When I was asked to write this, I thought about a lot of different topics that I could delve into. The more I thought about those topics, the more I realized that they’ve all been done to death already. Questions like “How do I EQ X”, or “How many dB do you compress your kick drum?” are some of the usual lead ins, but for this one we’re going to flip it around and go over why you don’t want to use a compressor in Dance Music.
“Sacrilege!” I hear you scream. Well, there are a lot of times where you’ll get a better sound by not using a compressor. To understand why, you’ve got to first understand why we even have compressors.
Back when dinosaurs and tape machines ruled the earth, people used radio to broadcast their music, music which was made with “Real Instruments”. There were no VSTs, there were no DAWs, it truly was the dark ages. As this music contained real people, playing real instruments, being recorded in real time, there was a very real possibly of huge dynamic spikes. Some parts would be very loud, some would be very quiet.
Very large peaks and spikes would actually cause the radio broadcasting components to overload, causing the station to go dark. Engineers would manually ride the levels, but as you can imagine, that could get extremely tiresome.
Enter the compressor/levelling amplifier/limiter, which helped solve this very problem.

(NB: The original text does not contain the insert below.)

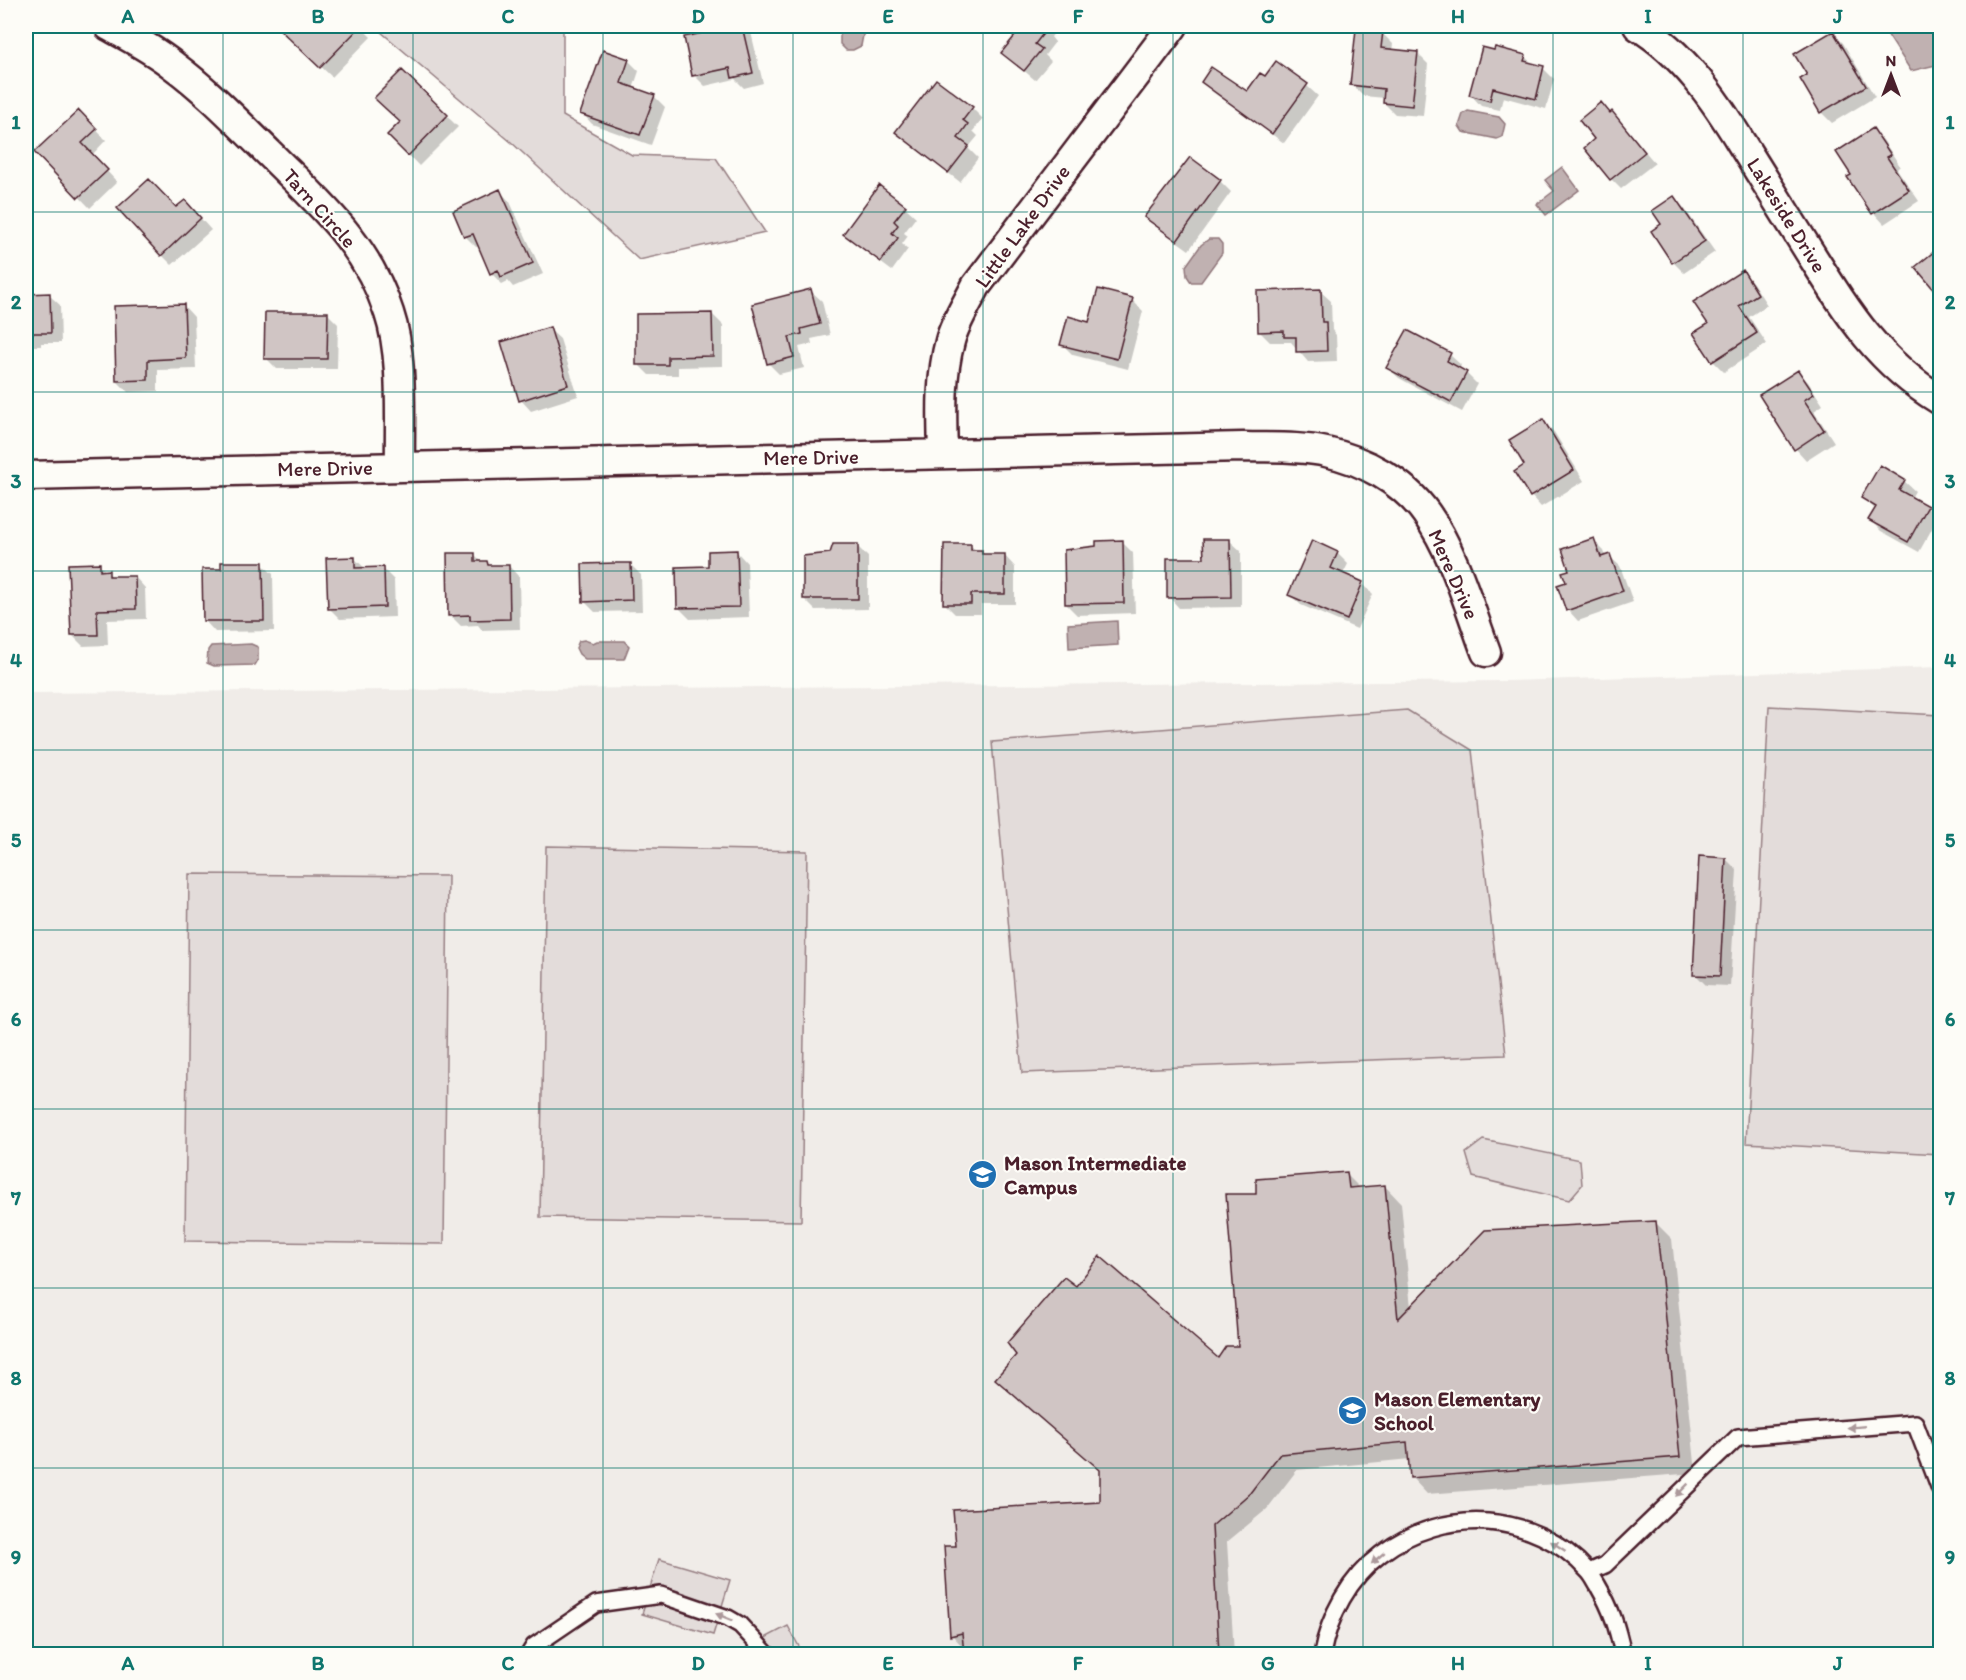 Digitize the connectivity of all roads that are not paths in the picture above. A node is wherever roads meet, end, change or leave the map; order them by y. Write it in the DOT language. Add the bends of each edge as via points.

Think of these compression machines like very fast volume robot engineers. When the volume reaches a preset peak, the compressor brings said peaks back in line so as not to exceed the set threshold.
Think of these compression machines like very fast volume robot engineers.

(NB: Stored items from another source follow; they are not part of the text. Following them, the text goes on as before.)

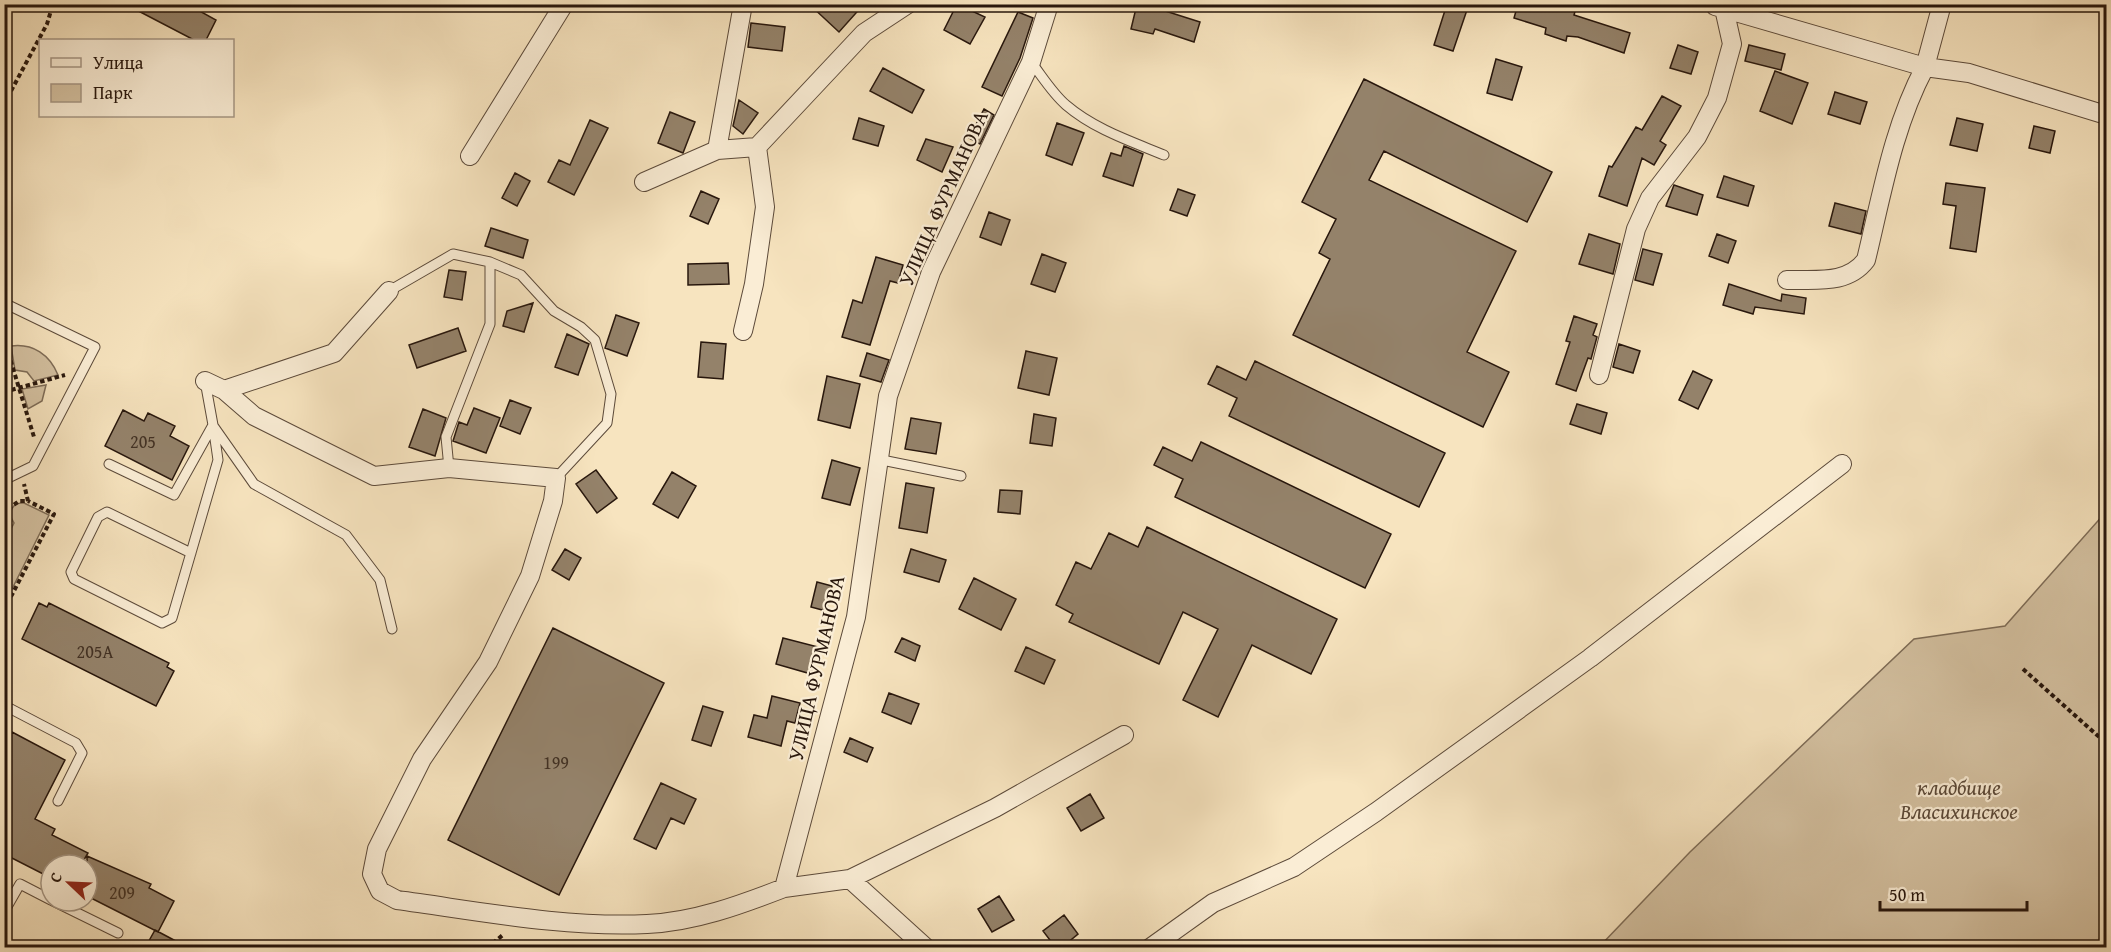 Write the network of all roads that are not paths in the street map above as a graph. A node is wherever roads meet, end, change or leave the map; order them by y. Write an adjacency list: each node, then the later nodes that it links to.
1 (564, 4): 13 (street)
2 (743, 4): 11 (street)
3 (908, 4): 10 (street)
4 (1049, 4): 7 (street, УЛИЦА ФУРМАНОВА)
5 (1942, 4): 8 (street)
6 (1719, 6): 8 (street); 20 (street)
7 (1031, 62): 12 (lane); 24 (street, УЛИЦА ФУРМАНОВА)
8 (1925, 67): 9 (street); 16 (street)
9 (2106, 115)
10 (757, 147): 11 (street); 19 (street)
11 (717, 150): 14 (street)
12 (1164, 155)
13 (470, 156)
14 (644, 182)
15 (490, 262): 17 (lane); 27 (lane); 29 (lane)
16 (1787, 280)
17 (389, 291): 22 (street)
18 (4, 303): 30 (lane)
19 (743, 331)
20 (1599, 375)
21 (205, 381): 22 (street); 23 (lane)
22 (224, 390): 27 (street)
23 (213, 425): 25 (lane); 31 (lane); 32 (lane)
24 (877, 459): 28 (lane); 37 (street, УЛИЦА ФУРМАНОВА)
25 (110, 464)
26 (1842, 464): 43 (street)
27 (449, 468): 29 (street)
28 (961, 476)
29 (556, 478): 37 (street)
30 (4, 480)
31 (190, 553): 31 (lane)
32 (392, 629)
33 (4, 708): 35 (lane)
34 (1124, 735): 36 (street)
35 (58, 801)
36 (850, 879): 37 (street); 42 (street)
37 (784, 888)
38 (39, 894): 39 (lane)
39 (4, 912)
40 (78, 913): 41 (lane)
41 (118, 933)
42 (926, 948)
43 (1150, 948)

Compressors soon started being used and abused for other things, like artificially enhancing a transient smack on a bass guitar, or extending the release time of a ride cymbal by bringing up the quiet end tail. Certain legendary compressors have defined generations of music and are still a staple in most recording studios worldwide.
“So Tim, what does this have to do with my Deep Nu-Complextro track I’m working on?” you might ask? Well, a lot really.
In the brave new world of dance and electronic music, it’s safe to say that the majority of newcomers work mainly ‘in the box’. Anyone can have a full mixing studio available for a couple hundred bucks these days, as long as you’ve got a computer of sorts. This means that all your sounds are digital, and therefore, able to be manipulated by a whole host of clever processes and algorithms. Parts that are programmed in now simply have parameters adjusted, without having to call in your session player to re-record.
Many of the issues that compressors were invented for don’t really apply when working with all digital samples, synth plugins and your trusty piano roll. You can just remove a lot of issues which were fixed by compressors in the past, simply by using your DAW or plugin directly.
Not throwing another compressor on your track saves CPU cycles, keeps your signal path clear and free of another layer of digital processing, and often gives you more control of the sound.
Why put a band-aid on a problem that you can fix at the source!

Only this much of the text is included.